A breakthrough moment: the ‘Sixtyeight’ in Pisa, Italy and Europe
Paths through History are actual thematic conferences about history, science and art that allow you to learn and appreciate SNS’s rich Library and Catalogues, in some of its most beautiful lecture rooms.
The next two conferences, untitled “A breakthrough moment: the ‘Sixtyeight’ in Pisa, Italy and Europe”, will take place on Wednesday September 28th, 2016 at 10am and 5pm. The meetings are opened to the public and high-school students. Mandatory reservation.
During the fourth Path we are going to reflect upon the historical period known as ‘Sixtyeight’, a year impressed in our collective memory as a symbol of the youth revolt and the student uprising. A movement which, for the first time, appointed itself as a political subject and thrown down a challenge to the “middle-class”. “Banning is Banned”, “Life is Elsewhere”, “All Power to the Imagination”, are slogans which perfectly encapsulate the anti-authority spirit of that generational uprising.
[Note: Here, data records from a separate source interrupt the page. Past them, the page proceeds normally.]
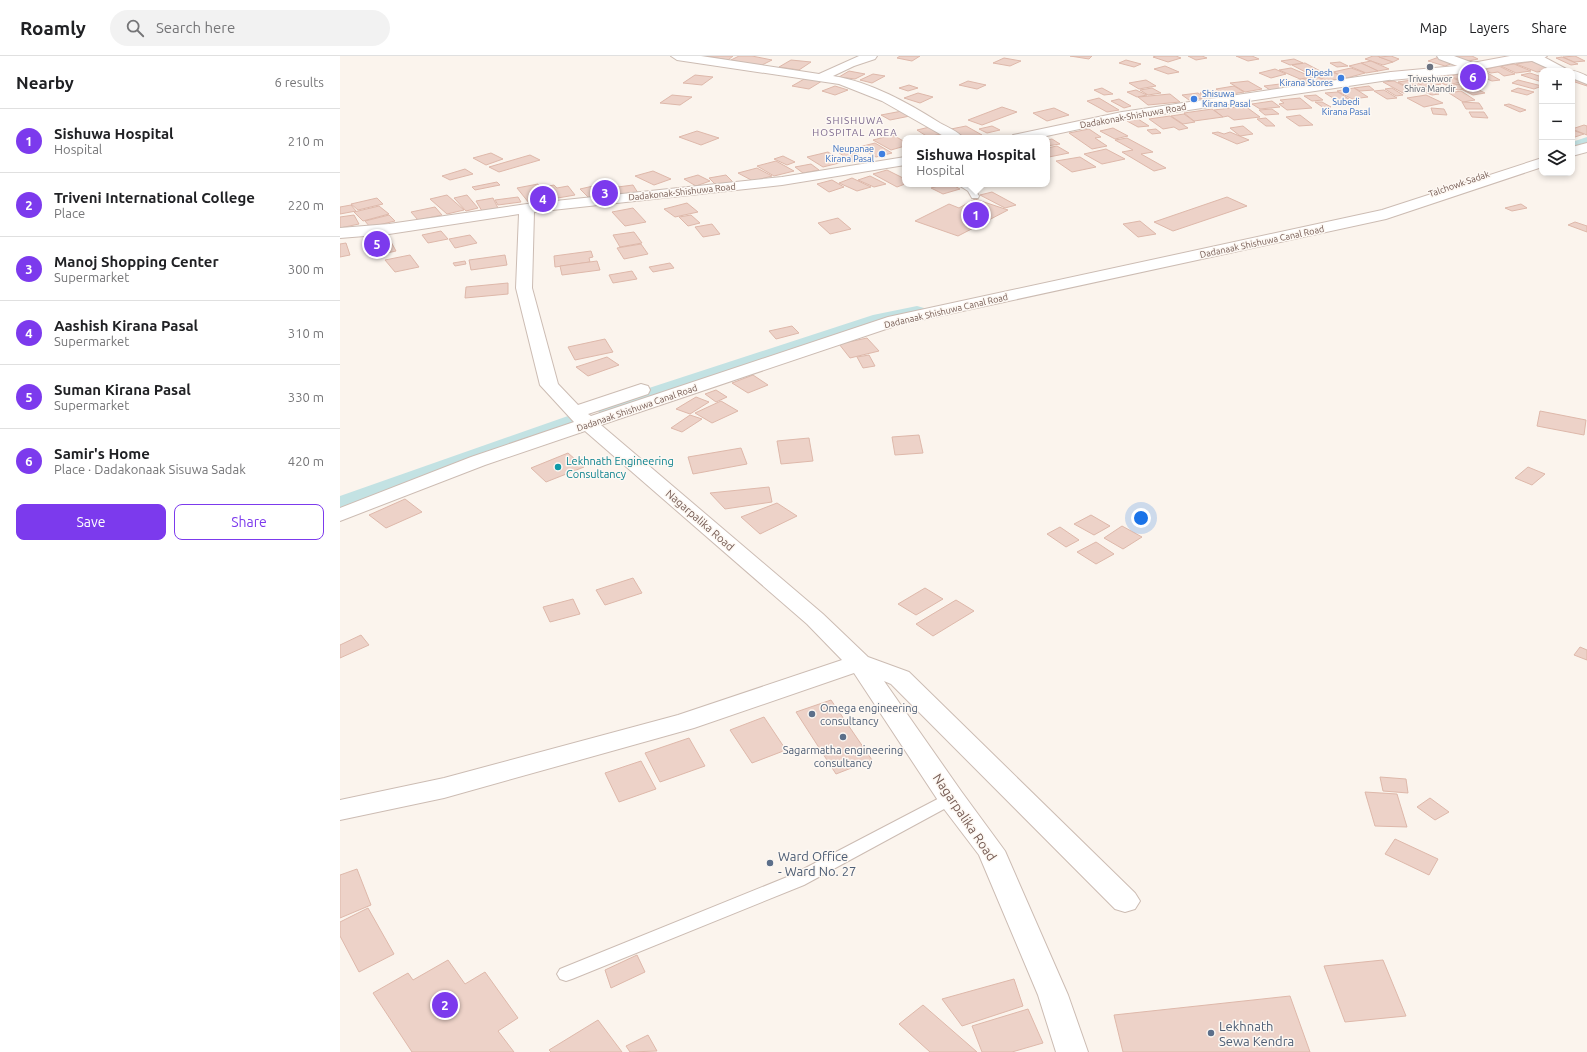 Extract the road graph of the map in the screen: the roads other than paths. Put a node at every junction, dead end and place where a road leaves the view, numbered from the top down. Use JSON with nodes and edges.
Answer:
{"nodes":[{"id":1,"x":677,"y":56,"type":"edge"},
{"id":2,"x":871,"y":56,"type":"edge"},
{"id":3,"x":1443,"y":56,"type":"edge"},
{"id":4,"x":1537,"y":56,"type":"edge"},
{"id":5,"x":1417,"y":63,"type":"dead end"},
{"id":6,"x":1472,"y":67,"type":"junction"},
{"id":7,"x":1559,"y":68,"type":"edge"},
{"id":8,"x":1575,"y":75,"type":"edge"},
{"id":9,"x":1391,"y":76,"type":"junction"},
{"id":10,"x":820,"y":78,"type":"junction"},
{"id":11,"x":1587,"y":80,"type":"edge"},
{"id":12,"x":951,"y":135,"type":"edge"},
{"id":13,"x":1032,"y":135,"type":"edge"},
{"id":14,"x":1587,"y":140,"type":"edge"},
{"id":15,"x":1575,"y":143,"type":"edge"},
{"id":16,"x":1587,"y":147,"type":"edge"},
{"id":17,"x":1575,"y":151,"type":"edge"},
{"id":18,"x":1539,"y":156,"type":"edge"},
{"id":19,"x":902,"y":161,"type":"edge"},
{"id":20,"x":1539,"y":163,"type":"edge"},
{"id":21,"x":967,"y":187,"type":"edge"},
{"id":22,"x":975,"y":196,"type":"dead end"},
{"id":23,"x":527,"y":208,"type":"junction"},
{"id":24,"x":1375,"y":211,"type":"joint"},
{"id":25,"x":340,"y":233,"type":"edge"},
{"id":26,"x":582,"y":418,"type":"junction"},
{"id":27,"x":340,"y":515,"type":"edge"},
{"id":28,"x":859,"y":663,"type":"junction"},
{"id":29,"x":951,"y":798,"type":"junction"},
{"id":30,"x":340,"y":810,"type":"edge"},
{"id":31,"x":1125,"y":901,"type":"dead end"},
{"id":32,"x":566,"y":974,"type":"dead end"},
{"id":33,"x":1072,"y":1052,"type":"edge"}],
"edges":[{"from":1,"to":10,"type":"street"},
{"from":2,"to":10,"type":"street"},
{"from":3,"to":6,"type":"street"},
{"from":4,"to":6,"type":"street","name":"Dadakonak-Shishuwa Road"},
{"from":4,"to":7,"type":"street"},
{"from":5,"to":9,"type":"street"},
{"from":6,"to":9,"type":"street","name":"Dadakonak-Shishuwa Road"},
{"from":8,"to":11,"type":"street"},
{"from":9,"to":13,"type":"street","name":"Dadakonak-Shishuwa Road"},
{"from":10,"to":12,"type":"street"},
{"from":14,"to":15,"type":"street"},
{"from":16,"to":17,"type":"street"},
{"from":18,"to":24,"type":"street","name":"Talchowk Sadak"},
{"from":19,"to":23,"type":"street","name":"Dadakonak-Shishuwa Road"},
{"from":20,"to":26,"type":"street","name":"Dadanaak Shishuwa Canal Road"},
{"from":21,"to":22,"type":"lane"},
{"from":23,"to":25,"type":"street","name":"Dadakonak-Shishuwa Road"},
{"from":23,"to":26,"type":"street","name":"Nagarpalika Road"},
{"from":24,"to":26,"type":"street","name":"Dadanaak Shishuwa Canal Road"},
{"from":26,"to":27,"type":"street","name":"Dadanaak Shishuwa Canal Road"},
{"from":26,"to":28,"type":"street","name":"Nagarpalika Road"},
{"from":28,"to":29,"type":"street","name":"Nagarpalika Road"},
{"from":28,"to":30,"type":"street"},
{"from":28,"to":31,"type":"street","name":"Nagarpalika Road"},
{"from":29,"to":32,"type":"lane"},
{"from":29,"to":33,"type":"street","name":"Nagarpalika Road"}]}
The “movement” interweaved with other phenomena – the civil rights mobilisation, the rise of the organised pacifism, the workerism, the sexual revolution – fuelling a “counterculture” with strong creative and communicative abilities. VIS’s project is going to depict the myths and realities of this exceptional year. We are going to reconstruct the roots and the heritage of the (long) ‘Sixtyeight movement’ with an exhibition of manifestos, literature, catalogues, projections of films and clips of the time, and dramatic reading of significant fragments. Here you can find some of the topics: at the Palazzo del Capitano, the Free Speech Movement, the May of ’Sixtyeight’ in France, the Prague Spring and the arise of an “extra-parliamentary Left”; at the Palazzo della Carovana, the student protest and activism seen from the perspective of Pisa, with a look at the immediate background of the 1966-67; at the Palazzo dell’Orologio, the symbols of the revolutionary utopia (e.g. Che Guevara) and the media languages of the protest, with particular reference to cult books, music, cinematography and hippie styles.